Gowest Amalgamated Resources Ltd.

Gowest Amalgamated Resources Ltd.

December 19, 2008 15:04 ET

Gowest Enters Into Definitive Agreement to Acquire 100% Interest in Frankfield Project

TORONTO, ONTARIO--(Marketwire - Dec. 19, 2008) - Gowest Amalgamated Resources Ltd. (TSX VENTURE:GWA) ("Gowest" or the "Company") is pleased to announce that further to its prior press release of September 29, 2008, it has now entered a definitive agreement with New Texmont Explorations Ltd. ("New Texmont") pursuant to which it will acquire New Texmont's 50% interest in the Frankfield gold project as well as all of New Texmont's additional land holdings in the Tully area bordering the Frankfield project. Following the completion of the acquisition, Gowest will hold a 100% interest in the Frankfield project.

In consideration for New Texmont's 50% interest in the Frankfield project, the Company will issue 15,000,000 common shares to New Texmont and also grant New Texmont a sliding scale Net Smelter Royalty (the "NSR") equal to 1.00% at gold prices less than US$950.00 per ounce and 1.50% at gold prices equal to or greater than US$950.00 per ounce. The Company may purchase the NSR at anytime upon payment of $1,000,000 for each half percent (0.5%) of the NSR and will have a right of first refusal on any offer to purchase the NSR made by a third party. The Company will also make a one-time payment to New Texmont equal to the greater of $500,000 or 2,500,000 common shares upon a positive decision by the Company to place a mine into production and subject to satisfactory financing being committed to fully-fund such mine development. Following the completion of the proposed transaction, New Texmont will hold approximately 37.7% of the issued and outstanding common shares of the Company and will be deemed to be a "control person" under applicable securities legislation and the policies of the TSX Venture Exchange.

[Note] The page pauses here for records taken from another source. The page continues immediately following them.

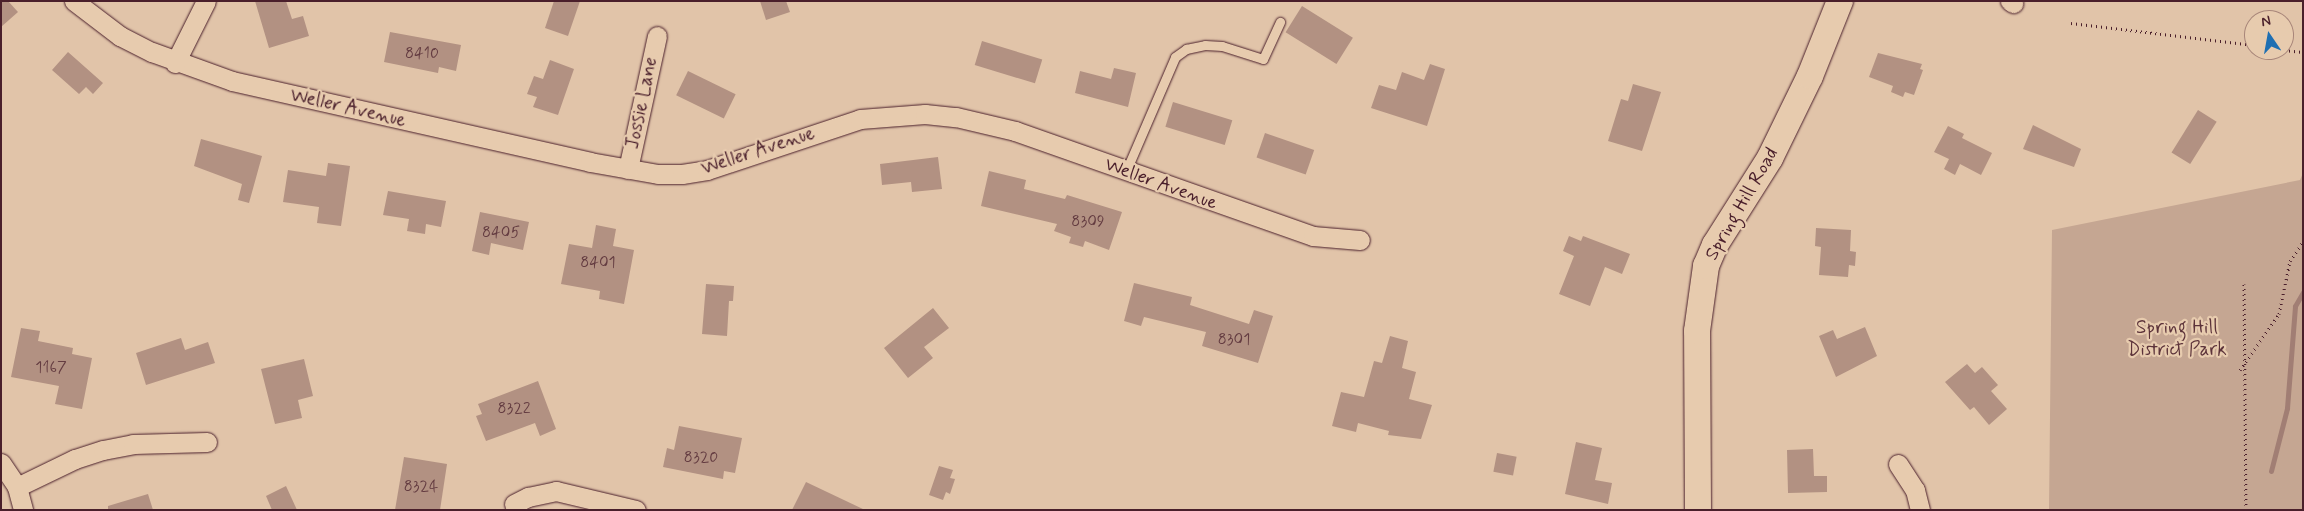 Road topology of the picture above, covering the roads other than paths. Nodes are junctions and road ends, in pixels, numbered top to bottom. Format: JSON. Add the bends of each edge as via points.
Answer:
{"nodes":[{"id":1,"x":74,"y":1,"type":"edge"},
{"id":2,"x":206,"y":1,"type":"edge"},
{"id":3,"x":1840,"y":1,"type":"edge"},
{"id":4,"x":1280,"y":22,"type":"dead end"},
{"id":5,"x":657,"y":36,"type":"dead end"},
{"id":6,"x":175,"y":63,"type":"junction"},
{"id":7,"x":628,"y":169,"type":"junction"},
{"id":8,"x":1126,"y":172,"type":"junction"},
{"id":9,"x":1360,"y":240,"type":"dead end"},
{"id":10,"x":207,"y":442,"type":"dead end"},
{"id":11,"x":1,"y":463,"type":"edge"},
{"id":12,"x":1898,"y":464,"type":"dead end"},
{"id":13,"x":17,"y":487,"type":"junction"},
{"id":14,"x":514,"y":504,"type":"dead end"},
{"id":15,"x":23,"y":510,"type":"edge"},
{"id":16,"x":636,"y":510,"type":"edge"},
{"id":17,"x":1698,"y":510,"type":"edge"},
{"id":18,"x":1920,"y":510,"type":"edge"}],
"edges":[{"from":1,"to":6,"type":"street","name":"Weller Avenue","via":[[120,36]]},
{"from":2,"to":6,"type":"street"},
{"from":3,"to":17,"type":"main road","name":"Spring Hill Road","via":[[1810,76],[1770,158],[1715,244],[1706,266],[1697,331]]},
{"from":4,"to":8,"type":"lane","via":[[1263,59],[1222,46],[1205,45],[1186,49],[1175,56]]},
{"from":5,"to":7,"type":"street","name":"Jossie Lane"},
{"from":6,"to":7,"type":"street","name":"Weller Avenue","via":[[290,95]]},
{"from":7,"to":8,"type":"street","name":"Weller Avenue","via":[[658,174],[707,170],[832,126],[890,114],[925,114],[984,122]]},
{"from":8,"to":9,"type":"street","name":"Weller Avenue","via":[[1313,236]]},
{"from":10,"to":13,"type":"street","via":[[133,444],[103,450],[75,459]]},
{"from":11,"to":13,"type":"street"},
{"from":12,"to":18,"type":"street","via":[[1916,490]]},
{"from":13,"to":15,"type":"street"},
{"from":14,"to":16,"type":"street","via":[[528,497],[556,491]]}]}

Closing of the transaction is expected to occur in February or March 2009, subject to the receipt of requisite shareholder and regulatory approvals, including the approval of the TSX Venture Exchange, and the satisfaction of certain closing conditions typical for a transaction of this nature. In connection with the transaction, the Company intends to file an updated technical report in respect of the Frankfield project and the additional properties to be acquired by the Company.

Completion of the proposed acquisition is subject to a number of conditions, including but not limited to, TSX Venture Exchange acceptance and shareholder approval. The proposed acquisition cannot close until required shareholder approval is obtained. There can be no assurance that the acquisition will be completed as proposed or at all. Trading in the securities of the Company should be considered highly speculative.

This press release contains forward looking statements based on assumptions, uncertainties and management's best estimates of future events, including regarding the completion of the proposed acquisition. Actual results may differ materially from those currently anticipated. Investors are cautioned that forward-looking statements involve risks and uncertainties. Important factors that could cause actual results to differ materially from those expressed or implied by such forward looking statements are detailed from time to time in the Company's periodic reports filed with securities regulatory authorities.

The TSX Venture Exchange has in no way passed upon the merits of the proposed acquisition and has neither approved nor disapproved the contents of this press release.